Por Draco Stellamare
A Water Baby - Herbert James Draper (1895)
No extremo nordeste italiano, uma das figuras mágicas mais famosas são os espíritos das águas conhecidos como anguane na língua veneta e como aganis ou agane na língua friulana. Elas são tidas como ninfas ou sereias, espíritos em sua maioria femininos que estão ligados às fontes de água e exercem um poderoso fascínio sobre os seres humanos. Em algumas localidades elas são vistas como benéficas, em outras como maléficas e em muitos lugares são compreendidas como seres ambivalentes, capazes de fazer tanto o bem quanto o mal – muito provavelmente tais variações acompanhando o “humor” dos rios e lagoas das proximidades.

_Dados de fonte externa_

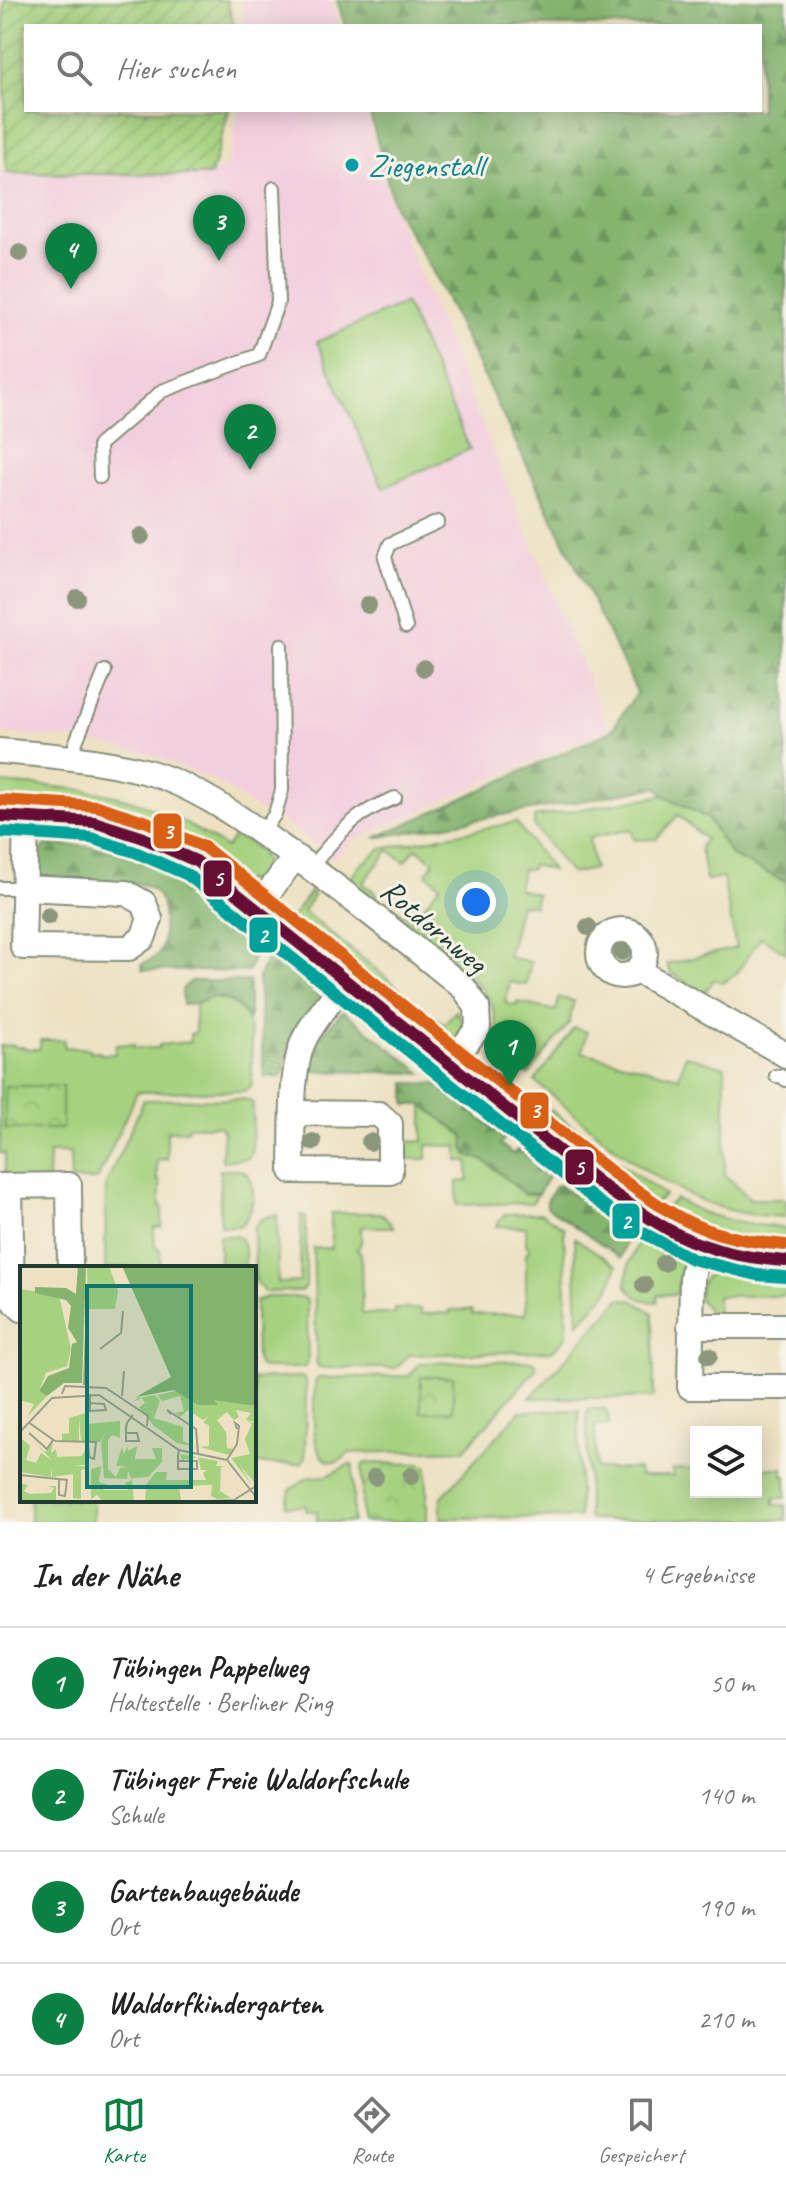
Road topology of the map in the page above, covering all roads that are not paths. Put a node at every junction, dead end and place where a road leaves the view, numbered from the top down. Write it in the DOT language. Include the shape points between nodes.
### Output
graph roads {
  1 [pos="274,188"];
  2 [pos="100,477"];
  3 [pos="438,522"];
  4 [pos="406,627"];
  5 [pos="281,645"];
  6 [pos="105,671"];
  7 [pos="0,751"];
  8 [pos="74,758"];
  9 [pos="395,798"];
  10 [pos="0,816"];
  11 [pos="26,818"];
  12 [pos="262,833"];
  13 [pos="303,862"];
  14 [pos="0,888"];
  15 [pos="25,888"];
  16 [pos="257,908"];
  17 [pos="638,971"];
  18 [pos="347,980"];
  19 [pos="451,1063"];
  20 [pos="783,1070"];
  21 [pos="293,1113"];
  22 [pos="5,1186"];
  23 [pos="698,1244"];
  24 [pos="786,1261"];
  25 [pos="70,1266"];
  26 [pos="20,1307"];
  27 [pos="690,1326"];
  28 [pos="786,1326"];
  29 [pos="786,1387"];
  1 -- 2 [label="lane" via="278,302 259,355 162,391 99,445"];
  3 -- 4 [label="lane" via="390,544 385,557"];
  5 -- 12 [label="lane" via="282,790"];
  6 -- 8 [label="lane"];
  7 -- 8 [label="street, Rotdornweg"];
  8 -- 12 [label="street, Rotdornweg" via="146,772 205,796"];
  9 -- 13 [label="lane" via="371,807"];
  10 -- 11 [label="street"];
  11 -- 15 [label="street"];
  11 -- 16 [label="street" via="94,822 141,837 196,861"];
  12 -- 13 [label="street, Rotdornweg"];
  13 -- 16 [label="street"];
  13 -- 19 [label="street, Rotdornweg" via="464,988 477,1007 478,1028"];
  14 -- 15 [label="lane"];
  15 -- 15 [label="street" via="126,893 144,903 150,919 143,938 129,948 23,947"];
  16 -- 18 [label="street"];
  17 -- 20 [label="street"];
  18 -- 19 [label="street"];
  18 -- 21 [label="street" via="305,1038"];
  19 -- 23 [label="street" via="603,1186"];
  21 -- 21 [label="street" via="292,1171 390,1172 390,1124 379,1114"];
  22 -- 25 [label="street" via="69,1185"];
  22 -- 26 [label="street" via="12,1299"];
  23 -- 24 [label="street"];
  23 -- 27 [label="street"];
  27 -- 28 [label="street"];
  27 -- 29 [label="street" via="690,1387"];
}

A forma como as aganis são
vistas e descritas é mais frequentemente feminina, sob a aparência de
belíssimas ou horrendas mulheres, normalmente jovens, que se apresentam nuas ou
vestidas em vestes escuras (quando próximo a águas profundas). Na zona alpina e
nas demais zonas montanhosas da região friulana, é mais comum que as aganis
apareçam em formas assustadoras, enquanto na planície elas são vistas em tons
mais palatáveis à estética humana. Um fato que nunca escapa às histórias sobre
suas aparições é que seus pés são sempre percebidos como caudas duplas de peixe
ou rabos de serpente quando na água, e como pés de ganso ou de cabra ou cavalo
quando na terra. A conhecidíssima imagem da sereia de duas caudas é uma das
representações artísticas mais próximas desses espíritos.
A Sereia - John William Waterhouse (1900)
Uma pesquisa etnográfica
realizada no Friuli por Lea D’Orlandi demonstra como é a visão comparativa de
uma parte da população sobre as aganis, as fate (fadas) e as
bruxas:
La persona che mi comunica questo, adopera prima la
parola “streghe” e poi “aganis”. Il Pirona (2) ha: “AGANE, strega, fata”. Dalla
voce popolare raccolgo: “Las aganes no fasin dal mal; las fates fasin dal
ben; las stries scugnin (devono) fâ dal mal”. (...) Le prime sono vestite di scûr, e
ballano con la scopa, le seconde ballano ciapades par man a clar di lune,
vistude di clar”.
Tradução:
A pessoa que me comunica isto utiliza primeiro a palavra “bruxa” e depois
“aganis”. Em Pirona há “AGANE, bruxa, fada”. Da voz popular recolho: “As aganes
não fazem o mal; as fadas fazem o bem; as bruxas devem fazer o mal”. (...) As
primeiras [aganis e bruxas] são vestidas de escuro, e dançam com a vassoura, as
segundas dançam de mãos dadas ao clarão da lua, vestidas de claro”.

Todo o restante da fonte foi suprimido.